EXERCISE: Lines containing "this" should be pulled from the material below.
=== DATA SUPPLIED ===
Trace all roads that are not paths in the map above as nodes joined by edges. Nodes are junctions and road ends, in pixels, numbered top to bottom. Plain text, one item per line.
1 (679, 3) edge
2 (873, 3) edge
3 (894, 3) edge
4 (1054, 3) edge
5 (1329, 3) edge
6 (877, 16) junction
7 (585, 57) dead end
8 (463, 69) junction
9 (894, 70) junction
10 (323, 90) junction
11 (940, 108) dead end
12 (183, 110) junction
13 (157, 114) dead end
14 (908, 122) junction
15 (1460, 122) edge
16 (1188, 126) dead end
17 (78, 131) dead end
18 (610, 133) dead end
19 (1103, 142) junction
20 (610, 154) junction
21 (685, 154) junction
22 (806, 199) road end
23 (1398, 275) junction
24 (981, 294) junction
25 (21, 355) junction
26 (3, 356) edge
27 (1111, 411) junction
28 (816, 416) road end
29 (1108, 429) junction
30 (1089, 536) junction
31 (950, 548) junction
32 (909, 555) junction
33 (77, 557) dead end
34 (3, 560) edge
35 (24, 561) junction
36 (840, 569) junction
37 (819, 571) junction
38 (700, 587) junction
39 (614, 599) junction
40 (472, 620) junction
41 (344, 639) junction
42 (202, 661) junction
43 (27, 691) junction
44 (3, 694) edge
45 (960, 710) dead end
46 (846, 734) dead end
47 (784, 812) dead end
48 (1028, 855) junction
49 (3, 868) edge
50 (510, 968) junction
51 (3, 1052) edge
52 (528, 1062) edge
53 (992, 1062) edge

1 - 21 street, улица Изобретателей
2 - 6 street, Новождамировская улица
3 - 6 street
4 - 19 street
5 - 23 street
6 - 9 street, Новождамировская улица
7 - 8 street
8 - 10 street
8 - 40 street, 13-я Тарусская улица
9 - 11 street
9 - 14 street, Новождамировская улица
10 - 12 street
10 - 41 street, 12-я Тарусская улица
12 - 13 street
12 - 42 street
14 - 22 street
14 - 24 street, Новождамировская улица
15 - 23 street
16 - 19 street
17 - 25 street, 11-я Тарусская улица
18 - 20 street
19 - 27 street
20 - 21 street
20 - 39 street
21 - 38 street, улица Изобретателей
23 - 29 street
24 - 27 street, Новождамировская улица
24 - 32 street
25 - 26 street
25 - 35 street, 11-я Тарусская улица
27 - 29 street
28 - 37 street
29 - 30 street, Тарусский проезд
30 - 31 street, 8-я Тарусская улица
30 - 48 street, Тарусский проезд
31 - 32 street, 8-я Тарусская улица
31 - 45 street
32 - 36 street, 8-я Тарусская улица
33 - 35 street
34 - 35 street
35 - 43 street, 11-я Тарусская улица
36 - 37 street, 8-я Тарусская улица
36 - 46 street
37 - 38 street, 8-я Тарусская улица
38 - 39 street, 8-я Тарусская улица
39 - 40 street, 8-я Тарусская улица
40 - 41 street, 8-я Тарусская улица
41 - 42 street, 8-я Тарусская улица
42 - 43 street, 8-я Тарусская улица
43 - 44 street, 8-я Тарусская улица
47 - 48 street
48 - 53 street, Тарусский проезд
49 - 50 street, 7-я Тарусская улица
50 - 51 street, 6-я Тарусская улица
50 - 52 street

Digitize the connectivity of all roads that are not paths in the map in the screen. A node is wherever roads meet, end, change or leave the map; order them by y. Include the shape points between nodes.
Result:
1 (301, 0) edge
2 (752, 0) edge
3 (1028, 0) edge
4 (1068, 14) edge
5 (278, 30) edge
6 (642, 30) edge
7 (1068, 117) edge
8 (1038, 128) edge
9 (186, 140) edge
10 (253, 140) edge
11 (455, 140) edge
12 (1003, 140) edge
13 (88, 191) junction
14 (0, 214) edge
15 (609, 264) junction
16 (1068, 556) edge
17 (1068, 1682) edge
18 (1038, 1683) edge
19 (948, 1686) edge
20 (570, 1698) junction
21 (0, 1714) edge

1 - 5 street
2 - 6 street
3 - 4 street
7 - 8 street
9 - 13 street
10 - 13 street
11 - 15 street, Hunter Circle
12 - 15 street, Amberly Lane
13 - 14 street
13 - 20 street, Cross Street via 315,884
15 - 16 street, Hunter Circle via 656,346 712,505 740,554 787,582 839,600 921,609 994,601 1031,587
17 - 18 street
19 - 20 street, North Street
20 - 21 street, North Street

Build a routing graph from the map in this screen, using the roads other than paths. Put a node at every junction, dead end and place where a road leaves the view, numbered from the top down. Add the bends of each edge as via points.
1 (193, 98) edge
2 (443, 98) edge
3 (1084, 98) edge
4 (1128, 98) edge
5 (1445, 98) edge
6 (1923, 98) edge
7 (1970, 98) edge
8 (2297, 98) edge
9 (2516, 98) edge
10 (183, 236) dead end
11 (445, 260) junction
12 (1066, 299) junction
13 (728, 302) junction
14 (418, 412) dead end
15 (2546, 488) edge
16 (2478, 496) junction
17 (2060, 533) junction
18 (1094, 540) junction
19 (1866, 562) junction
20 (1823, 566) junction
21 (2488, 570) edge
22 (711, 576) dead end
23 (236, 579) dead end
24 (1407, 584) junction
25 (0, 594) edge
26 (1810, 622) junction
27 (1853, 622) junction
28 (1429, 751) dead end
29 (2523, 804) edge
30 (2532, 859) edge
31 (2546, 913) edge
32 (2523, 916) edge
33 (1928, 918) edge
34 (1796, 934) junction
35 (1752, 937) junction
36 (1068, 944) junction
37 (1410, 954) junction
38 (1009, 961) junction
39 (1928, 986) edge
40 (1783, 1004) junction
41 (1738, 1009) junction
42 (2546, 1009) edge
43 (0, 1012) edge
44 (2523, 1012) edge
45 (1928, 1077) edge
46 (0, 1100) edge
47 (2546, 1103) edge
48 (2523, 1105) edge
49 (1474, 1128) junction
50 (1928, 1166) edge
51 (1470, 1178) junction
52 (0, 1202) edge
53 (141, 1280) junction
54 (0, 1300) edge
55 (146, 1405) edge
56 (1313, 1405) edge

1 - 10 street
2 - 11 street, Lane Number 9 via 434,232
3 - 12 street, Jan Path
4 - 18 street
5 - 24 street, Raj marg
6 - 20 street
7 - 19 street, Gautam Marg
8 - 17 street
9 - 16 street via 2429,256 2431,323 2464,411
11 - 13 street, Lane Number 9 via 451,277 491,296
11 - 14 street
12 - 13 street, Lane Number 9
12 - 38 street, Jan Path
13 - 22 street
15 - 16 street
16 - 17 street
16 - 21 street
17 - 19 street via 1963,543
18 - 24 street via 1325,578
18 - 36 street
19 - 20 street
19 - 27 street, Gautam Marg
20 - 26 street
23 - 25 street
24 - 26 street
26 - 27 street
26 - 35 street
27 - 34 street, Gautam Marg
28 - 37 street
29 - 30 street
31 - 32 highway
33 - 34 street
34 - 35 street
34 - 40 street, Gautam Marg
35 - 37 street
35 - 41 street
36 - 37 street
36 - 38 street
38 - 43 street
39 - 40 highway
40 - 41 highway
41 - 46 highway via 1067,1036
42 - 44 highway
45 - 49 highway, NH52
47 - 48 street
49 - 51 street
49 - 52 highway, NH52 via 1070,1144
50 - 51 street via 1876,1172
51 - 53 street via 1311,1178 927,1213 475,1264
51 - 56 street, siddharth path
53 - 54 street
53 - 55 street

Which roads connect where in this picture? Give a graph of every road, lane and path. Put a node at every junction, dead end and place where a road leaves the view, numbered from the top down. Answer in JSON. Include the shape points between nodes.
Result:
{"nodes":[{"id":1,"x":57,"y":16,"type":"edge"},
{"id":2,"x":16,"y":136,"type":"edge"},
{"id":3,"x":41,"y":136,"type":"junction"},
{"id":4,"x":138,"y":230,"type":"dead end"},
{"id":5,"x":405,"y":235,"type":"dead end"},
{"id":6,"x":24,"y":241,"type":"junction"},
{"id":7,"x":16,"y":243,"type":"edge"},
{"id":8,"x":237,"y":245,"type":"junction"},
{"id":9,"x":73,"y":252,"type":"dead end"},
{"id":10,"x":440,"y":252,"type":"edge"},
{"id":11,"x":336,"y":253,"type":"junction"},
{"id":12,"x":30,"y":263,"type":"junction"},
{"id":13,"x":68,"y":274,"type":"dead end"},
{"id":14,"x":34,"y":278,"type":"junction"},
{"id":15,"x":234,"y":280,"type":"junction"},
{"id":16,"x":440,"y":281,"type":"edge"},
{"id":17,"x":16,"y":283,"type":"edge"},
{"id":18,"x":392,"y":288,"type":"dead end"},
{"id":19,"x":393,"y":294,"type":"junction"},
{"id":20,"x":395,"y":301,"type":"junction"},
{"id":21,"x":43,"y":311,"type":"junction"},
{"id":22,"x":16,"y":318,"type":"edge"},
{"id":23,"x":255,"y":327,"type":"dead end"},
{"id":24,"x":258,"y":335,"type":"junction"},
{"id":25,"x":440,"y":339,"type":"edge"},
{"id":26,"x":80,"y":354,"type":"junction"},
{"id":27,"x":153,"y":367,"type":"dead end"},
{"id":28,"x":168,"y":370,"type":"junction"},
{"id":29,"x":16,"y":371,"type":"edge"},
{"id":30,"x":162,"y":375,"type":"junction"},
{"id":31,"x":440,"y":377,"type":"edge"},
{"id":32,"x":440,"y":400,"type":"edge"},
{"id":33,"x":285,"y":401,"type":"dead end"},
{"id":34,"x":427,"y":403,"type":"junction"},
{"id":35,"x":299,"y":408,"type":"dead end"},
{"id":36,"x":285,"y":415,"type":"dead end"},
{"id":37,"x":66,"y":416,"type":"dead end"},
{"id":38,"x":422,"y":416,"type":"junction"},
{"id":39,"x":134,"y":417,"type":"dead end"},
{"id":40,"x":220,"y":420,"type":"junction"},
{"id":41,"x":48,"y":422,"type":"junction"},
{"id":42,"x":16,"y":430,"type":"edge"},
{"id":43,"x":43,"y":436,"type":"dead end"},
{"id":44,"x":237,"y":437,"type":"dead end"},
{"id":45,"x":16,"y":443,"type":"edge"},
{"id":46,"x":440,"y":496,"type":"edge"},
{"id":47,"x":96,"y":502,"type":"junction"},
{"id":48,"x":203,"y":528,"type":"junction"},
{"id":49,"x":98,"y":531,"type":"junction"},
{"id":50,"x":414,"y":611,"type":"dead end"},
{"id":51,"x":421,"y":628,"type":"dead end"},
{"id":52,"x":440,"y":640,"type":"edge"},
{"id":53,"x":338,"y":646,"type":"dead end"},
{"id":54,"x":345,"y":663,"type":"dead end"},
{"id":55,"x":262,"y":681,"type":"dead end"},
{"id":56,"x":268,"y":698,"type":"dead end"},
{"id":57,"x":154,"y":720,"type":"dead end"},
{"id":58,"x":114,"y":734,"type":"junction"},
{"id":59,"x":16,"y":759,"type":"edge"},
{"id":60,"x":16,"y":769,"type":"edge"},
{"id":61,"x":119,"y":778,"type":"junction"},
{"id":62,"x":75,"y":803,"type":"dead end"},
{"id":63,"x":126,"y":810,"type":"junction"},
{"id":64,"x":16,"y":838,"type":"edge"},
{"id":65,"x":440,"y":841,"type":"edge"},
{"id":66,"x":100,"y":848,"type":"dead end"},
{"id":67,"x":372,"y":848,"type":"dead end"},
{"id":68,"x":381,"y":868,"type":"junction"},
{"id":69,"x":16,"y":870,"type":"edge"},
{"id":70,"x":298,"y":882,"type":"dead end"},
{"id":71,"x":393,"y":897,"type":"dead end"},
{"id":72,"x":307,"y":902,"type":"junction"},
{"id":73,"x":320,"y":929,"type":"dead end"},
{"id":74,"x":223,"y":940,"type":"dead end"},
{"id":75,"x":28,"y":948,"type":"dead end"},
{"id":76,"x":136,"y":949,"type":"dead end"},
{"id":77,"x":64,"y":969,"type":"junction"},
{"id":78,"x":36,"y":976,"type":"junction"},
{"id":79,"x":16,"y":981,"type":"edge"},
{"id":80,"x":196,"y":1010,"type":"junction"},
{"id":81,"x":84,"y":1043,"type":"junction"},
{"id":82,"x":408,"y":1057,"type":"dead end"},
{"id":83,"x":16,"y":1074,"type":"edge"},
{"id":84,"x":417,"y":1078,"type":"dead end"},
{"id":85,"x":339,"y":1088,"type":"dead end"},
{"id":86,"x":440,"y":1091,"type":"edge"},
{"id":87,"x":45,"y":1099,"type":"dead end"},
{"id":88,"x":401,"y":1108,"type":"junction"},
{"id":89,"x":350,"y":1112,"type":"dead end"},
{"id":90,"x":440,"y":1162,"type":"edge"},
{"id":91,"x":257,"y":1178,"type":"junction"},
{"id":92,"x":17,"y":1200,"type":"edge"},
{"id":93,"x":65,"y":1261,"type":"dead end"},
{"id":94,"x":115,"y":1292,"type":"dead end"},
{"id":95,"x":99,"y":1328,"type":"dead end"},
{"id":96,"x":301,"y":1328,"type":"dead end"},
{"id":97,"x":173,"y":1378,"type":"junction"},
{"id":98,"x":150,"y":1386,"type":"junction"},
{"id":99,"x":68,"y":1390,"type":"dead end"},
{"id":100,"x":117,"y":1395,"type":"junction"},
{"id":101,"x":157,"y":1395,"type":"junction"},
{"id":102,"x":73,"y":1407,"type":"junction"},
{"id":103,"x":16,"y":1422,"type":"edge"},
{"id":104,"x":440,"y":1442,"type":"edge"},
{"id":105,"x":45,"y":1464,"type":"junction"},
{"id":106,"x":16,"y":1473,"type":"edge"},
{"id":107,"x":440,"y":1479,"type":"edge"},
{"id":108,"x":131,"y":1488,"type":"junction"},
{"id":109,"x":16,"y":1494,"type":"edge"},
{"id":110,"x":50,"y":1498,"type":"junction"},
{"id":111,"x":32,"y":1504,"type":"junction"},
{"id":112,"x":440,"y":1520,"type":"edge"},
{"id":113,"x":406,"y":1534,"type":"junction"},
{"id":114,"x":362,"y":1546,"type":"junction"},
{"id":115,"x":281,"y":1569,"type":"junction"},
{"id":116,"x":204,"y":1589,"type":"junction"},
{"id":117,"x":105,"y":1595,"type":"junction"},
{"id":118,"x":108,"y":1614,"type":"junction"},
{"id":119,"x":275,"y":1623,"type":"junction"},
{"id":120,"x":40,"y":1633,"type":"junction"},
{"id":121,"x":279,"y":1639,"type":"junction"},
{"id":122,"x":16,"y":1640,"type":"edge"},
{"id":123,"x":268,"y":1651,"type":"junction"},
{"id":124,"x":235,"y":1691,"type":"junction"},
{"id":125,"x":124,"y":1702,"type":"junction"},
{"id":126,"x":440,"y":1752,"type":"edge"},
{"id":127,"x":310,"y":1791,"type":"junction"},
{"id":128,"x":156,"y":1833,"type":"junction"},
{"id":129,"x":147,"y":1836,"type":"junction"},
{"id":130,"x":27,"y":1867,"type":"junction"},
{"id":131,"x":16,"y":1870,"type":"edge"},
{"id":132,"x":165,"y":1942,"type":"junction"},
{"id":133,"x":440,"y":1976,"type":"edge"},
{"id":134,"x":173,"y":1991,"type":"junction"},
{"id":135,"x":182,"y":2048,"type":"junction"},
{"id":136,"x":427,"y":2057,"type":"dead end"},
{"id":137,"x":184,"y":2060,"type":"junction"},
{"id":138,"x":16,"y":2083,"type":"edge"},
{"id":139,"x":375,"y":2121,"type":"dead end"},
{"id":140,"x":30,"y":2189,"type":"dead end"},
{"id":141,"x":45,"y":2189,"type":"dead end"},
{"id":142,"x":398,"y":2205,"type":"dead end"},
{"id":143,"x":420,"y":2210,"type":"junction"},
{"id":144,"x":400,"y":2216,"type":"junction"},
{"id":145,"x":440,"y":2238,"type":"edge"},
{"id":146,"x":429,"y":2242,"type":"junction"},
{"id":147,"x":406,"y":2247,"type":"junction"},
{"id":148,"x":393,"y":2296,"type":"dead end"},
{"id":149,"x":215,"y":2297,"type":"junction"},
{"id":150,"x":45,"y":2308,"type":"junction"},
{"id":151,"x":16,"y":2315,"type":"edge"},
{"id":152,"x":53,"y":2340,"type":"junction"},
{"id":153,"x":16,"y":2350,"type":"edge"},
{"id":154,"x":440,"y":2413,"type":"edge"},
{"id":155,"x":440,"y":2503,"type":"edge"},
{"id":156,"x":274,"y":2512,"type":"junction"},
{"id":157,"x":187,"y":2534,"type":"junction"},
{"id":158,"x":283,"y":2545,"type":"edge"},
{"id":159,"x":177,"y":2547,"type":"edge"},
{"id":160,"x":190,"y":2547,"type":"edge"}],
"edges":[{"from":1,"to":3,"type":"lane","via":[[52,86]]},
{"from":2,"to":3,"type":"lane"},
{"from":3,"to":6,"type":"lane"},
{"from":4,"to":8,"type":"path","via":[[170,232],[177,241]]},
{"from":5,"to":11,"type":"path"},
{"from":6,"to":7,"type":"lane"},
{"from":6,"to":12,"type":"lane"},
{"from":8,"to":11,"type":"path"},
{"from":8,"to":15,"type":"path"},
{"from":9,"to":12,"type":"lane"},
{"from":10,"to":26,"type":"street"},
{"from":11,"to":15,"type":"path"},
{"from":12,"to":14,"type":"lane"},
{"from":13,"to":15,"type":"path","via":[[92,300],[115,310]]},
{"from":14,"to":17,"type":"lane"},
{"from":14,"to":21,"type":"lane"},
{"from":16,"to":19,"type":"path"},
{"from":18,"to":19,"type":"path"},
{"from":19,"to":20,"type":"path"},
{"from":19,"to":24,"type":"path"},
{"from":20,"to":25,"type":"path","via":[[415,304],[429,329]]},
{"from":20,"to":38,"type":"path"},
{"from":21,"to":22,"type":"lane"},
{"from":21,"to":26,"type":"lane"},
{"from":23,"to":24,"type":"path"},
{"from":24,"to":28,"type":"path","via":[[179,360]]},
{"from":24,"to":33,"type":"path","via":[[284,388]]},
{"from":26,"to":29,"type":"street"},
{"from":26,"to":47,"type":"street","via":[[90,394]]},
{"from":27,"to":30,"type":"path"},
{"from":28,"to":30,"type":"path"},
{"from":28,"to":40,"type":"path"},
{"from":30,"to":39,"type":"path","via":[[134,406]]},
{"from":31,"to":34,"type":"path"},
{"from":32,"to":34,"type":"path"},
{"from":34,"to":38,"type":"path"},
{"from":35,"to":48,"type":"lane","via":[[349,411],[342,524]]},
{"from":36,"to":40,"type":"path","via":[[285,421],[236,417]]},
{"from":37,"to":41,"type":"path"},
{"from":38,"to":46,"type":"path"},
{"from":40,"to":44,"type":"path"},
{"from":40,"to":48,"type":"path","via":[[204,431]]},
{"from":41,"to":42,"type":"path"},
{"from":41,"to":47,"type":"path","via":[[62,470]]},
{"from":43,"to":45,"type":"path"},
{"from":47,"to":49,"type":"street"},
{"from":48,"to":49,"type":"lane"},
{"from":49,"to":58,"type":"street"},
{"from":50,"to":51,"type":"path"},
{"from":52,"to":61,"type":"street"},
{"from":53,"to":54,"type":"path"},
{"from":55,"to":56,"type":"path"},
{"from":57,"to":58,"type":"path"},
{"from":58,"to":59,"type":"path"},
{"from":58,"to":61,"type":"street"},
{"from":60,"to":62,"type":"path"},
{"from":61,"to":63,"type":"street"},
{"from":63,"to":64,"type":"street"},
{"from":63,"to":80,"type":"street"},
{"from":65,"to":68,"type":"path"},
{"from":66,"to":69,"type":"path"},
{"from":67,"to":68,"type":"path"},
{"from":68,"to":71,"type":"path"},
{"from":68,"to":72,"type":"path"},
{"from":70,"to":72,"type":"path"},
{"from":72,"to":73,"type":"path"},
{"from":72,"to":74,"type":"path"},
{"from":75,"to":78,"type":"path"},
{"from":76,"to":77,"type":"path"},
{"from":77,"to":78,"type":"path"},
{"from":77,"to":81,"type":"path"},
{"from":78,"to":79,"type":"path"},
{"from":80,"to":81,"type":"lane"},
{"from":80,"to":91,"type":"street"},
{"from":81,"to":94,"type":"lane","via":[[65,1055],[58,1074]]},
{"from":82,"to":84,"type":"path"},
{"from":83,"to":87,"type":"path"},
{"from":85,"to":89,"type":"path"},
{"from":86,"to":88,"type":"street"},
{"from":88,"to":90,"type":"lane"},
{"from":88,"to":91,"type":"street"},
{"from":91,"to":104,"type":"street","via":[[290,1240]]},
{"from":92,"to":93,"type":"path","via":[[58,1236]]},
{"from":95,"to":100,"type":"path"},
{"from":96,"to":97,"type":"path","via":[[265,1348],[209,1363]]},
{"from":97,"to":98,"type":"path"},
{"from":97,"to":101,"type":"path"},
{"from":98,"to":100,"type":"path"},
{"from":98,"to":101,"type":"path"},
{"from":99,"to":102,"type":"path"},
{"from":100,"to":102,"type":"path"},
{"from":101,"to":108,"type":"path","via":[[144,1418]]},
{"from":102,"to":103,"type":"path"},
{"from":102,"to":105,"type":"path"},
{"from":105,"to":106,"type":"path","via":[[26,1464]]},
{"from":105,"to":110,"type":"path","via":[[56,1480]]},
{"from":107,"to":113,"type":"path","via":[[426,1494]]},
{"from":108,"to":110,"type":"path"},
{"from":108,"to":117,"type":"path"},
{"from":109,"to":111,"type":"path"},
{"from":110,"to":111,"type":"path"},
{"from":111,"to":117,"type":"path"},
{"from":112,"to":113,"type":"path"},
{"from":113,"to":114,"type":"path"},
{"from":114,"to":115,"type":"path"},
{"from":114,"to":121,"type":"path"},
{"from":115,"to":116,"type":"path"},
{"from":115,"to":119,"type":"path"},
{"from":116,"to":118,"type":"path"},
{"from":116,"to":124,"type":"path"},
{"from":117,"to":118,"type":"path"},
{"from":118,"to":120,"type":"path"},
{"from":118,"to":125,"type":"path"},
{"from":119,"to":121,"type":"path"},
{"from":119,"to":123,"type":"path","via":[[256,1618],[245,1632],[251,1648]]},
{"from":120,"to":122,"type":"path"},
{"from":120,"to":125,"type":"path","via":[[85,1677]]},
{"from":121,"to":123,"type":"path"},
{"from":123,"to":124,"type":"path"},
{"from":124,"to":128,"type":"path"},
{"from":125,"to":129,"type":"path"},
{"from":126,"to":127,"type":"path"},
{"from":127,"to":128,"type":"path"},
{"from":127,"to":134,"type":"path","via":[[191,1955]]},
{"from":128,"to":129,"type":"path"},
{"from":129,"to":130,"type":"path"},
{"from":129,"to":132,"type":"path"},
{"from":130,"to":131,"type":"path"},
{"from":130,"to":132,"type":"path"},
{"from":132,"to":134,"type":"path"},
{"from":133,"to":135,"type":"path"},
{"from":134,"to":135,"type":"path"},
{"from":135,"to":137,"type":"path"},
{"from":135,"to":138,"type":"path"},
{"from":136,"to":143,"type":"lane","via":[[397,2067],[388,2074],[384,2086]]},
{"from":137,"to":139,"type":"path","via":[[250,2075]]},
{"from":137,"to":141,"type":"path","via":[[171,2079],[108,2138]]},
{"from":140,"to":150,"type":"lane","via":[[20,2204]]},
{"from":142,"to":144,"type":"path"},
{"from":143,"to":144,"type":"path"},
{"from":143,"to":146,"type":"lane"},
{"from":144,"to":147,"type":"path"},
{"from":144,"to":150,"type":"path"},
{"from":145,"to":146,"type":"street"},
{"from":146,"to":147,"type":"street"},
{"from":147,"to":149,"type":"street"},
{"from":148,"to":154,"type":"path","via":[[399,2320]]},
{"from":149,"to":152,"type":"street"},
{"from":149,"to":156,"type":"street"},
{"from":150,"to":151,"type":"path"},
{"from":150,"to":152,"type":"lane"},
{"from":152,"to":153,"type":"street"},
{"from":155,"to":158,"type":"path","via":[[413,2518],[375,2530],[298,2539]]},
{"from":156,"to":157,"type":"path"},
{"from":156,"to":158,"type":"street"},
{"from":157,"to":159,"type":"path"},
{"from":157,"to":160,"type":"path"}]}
===
ANSWER AREA:
Build a routing graph from the map in this screen, using the roads other than paths. Put a node at every junction, dead end and place where a road leaves the view, numbered from the top down. Add the bends of each edge as via points.
Which roads connect where in this picture? Give a graph of every road, lane and path. Put a node at every junction, dead end and place where a road leaves the view, numbered from the top down. Answer in JSON. Include the shape points between nodes.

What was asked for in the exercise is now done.